In considering a potential sale of their company, most middle market business owners know that multiple types of buyers may exist in the market, among them strategic buyers and private equity (“PE”) investors. Further, they understand that a strategic buyer might represent the pathway to a 100% sale, while partnering with a PE investor may represent an initial majority sale event (e.g. 80%), followed by a secondary sale event in the future.
Despite a general familiarity with the concept of PE, many business owners are less likely to fully appreciate the breadth and depth of the landscape that has developed over the last 20 years. According to PitchBook’s 2016 Annual U.S. PE Middle Market Report, there are about 5,000 PE firms globally. In the U.S. lower middle market alone, 748 buyouts were completed in 2016 for an aggregate deal value of $36 billion, both figures representing increased activity over recent years. The proliferation in the number of PE firms has resulted in a highly competitive market as well as an evolution in the investment strategies and transaction structures which are being deployed, some of which may have specific appeal to certain business owners.
While organic growth and the use of leverage can generate equity returns, PE investors are increasingly specializing in areas where they have proven to be able to deliver strategic value to companies. One strategy is a targeted focus on select industries with a specific investment thesis, often accompanied by access to seasoned executives with relevant experience and relationships which can be deployed into management or board-level positions. Additional capabilities may exist to support global expansion, complementary acquisitions or operational improvements. Still others may leverage a specific track record of success in supporting high growth companies or businesses in distress.
In recent years, the market for non-control deals (e.g. 20-49% purchase) has opened up significantly, not just among PE investors who are willing to do minority deals, but funds that are designated specifically for this purpose. A minority sale might appeal to the business owner who desires a partial, non-control liquidity event to diversify their wealth or to buy out another shareholder, and/or to pursue strategic initiatives with the support of the capital or expertise that a PE investor can provide.

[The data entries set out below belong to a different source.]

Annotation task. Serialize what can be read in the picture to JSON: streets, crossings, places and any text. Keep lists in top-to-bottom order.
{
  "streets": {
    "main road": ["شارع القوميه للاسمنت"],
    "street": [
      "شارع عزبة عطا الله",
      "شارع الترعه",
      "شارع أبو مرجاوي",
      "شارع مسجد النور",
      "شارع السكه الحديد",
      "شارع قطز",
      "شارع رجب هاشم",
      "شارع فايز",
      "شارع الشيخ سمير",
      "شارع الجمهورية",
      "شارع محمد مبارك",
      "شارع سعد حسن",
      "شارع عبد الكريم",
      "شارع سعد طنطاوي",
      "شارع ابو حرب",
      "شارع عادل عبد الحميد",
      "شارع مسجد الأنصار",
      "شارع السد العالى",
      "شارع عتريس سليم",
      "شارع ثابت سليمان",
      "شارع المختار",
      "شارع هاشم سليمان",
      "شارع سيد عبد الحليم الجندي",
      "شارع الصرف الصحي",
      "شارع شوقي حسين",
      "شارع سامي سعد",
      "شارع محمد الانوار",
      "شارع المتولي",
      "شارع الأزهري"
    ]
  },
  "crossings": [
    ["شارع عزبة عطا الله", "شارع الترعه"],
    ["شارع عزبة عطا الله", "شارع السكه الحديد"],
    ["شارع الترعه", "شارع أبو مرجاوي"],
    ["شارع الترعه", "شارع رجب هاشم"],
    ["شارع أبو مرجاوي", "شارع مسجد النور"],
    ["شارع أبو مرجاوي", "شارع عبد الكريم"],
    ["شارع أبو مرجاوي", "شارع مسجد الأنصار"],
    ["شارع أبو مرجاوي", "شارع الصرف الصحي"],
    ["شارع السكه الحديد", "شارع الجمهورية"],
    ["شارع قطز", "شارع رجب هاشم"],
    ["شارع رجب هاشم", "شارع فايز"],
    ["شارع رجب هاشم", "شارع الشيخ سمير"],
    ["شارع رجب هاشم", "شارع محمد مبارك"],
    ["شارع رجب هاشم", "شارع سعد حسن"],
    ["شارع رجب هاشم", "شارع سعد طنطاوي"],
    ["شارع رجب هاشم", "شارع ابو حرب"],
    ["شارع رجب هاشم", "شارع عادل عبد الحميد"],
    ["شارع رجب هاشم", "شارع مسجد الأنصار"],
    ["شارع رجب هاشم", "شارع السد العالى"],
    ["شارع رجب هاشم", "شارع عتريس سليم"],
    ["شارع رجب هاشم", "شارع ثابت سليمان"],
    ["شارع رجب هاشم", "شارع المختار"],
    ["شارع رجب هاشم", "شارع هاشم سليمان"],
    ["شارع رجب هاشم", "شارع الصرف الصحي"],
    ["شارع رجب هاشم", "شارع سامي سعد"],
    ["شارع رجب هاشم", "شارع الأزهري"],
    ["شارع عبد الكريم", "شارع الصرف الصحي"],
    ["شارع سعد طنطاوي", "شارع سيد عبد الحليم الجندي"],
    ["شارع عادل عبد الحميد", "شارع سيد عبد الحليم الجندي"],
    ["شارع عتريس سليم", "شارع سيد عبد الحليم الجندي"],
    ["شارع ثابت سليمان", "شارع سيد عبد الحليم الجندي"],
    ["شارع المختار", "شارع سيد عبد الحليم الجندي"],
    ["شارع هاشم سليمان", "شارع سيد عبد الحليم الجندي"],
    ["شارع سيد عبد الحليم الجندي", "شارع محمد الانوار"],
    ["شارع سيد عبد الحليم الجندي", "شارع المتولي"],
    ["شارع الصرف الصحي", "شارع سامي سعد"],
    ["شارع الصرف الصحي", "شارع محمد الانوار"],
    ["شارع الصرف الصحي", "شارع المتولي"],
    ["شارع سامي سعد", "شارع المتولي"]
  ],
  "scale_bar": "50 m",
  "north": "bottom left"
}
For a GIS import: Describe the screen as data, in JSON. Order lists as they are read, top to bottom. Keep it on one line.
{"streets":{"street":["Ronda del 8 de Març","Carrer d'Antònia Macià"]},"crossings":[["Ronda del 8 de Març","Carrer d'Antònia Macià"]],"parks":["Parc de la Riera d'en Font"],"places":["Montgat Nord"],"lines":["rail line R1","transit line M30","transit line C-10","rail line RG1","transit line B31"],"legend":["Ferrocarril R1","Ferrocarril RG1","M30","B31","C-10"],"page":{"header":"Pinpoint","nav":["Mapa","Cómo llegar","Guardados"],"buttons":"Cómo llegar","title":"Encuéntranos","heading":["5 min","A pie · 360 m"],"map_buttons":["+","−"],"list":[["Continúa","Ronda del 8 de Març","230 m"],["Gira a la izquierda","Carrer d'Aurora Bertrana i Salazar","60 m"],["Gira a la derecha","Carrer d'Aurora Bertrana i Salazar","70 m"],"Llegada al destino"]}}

Additionally, creative transaction structures can be designed which balance current value versus future proceeds which may vary upon various investor return scenarios at exit. For PE investors, minority deals can provide the opportunity to invest in companies that otherwise may not be a candidate for a traditionally structured transaction, while aligning with business owners who have a sound strategic plan for their company and desire the support of a PE investor in order to execute their vision.
Traditional PE funds are typically raised from predominantly institutional investors and have a defined life span, which may dictate limits to investment hold periods. Another category of financial investor is the “family office,” typically high-net-worth individuals or families which invest into businesses in much the same way as traditional PE investors, but which may have greater latitude with respect to their investment time horizon. Another example is the publicly-traded PE fund, which may de-emphasize exit proceeds in favor of annual income in the form of dividends or interest. Transactions with these types of investors may appeal to business owners who wish to see their companies owned by an entity with the ability to be a steward of the company for a longer period of time.
Given the myriad options which exist in the market, business owners should consider the full spectrum of transaction alternatives available. The role of an investment banker begins with understanding shareholder objectives, which themselves may be nuanced. Approaching the market with a clear and consistent message of what business owners are looking to accomplish in a transaction is critical to running a successful sale process. An experienced investment banker can provide his or her clients with a market based perspective on which structures might be possible under different circumstances and can ultimately assist in negotiating for an outcome that matches each client’s individual objectives.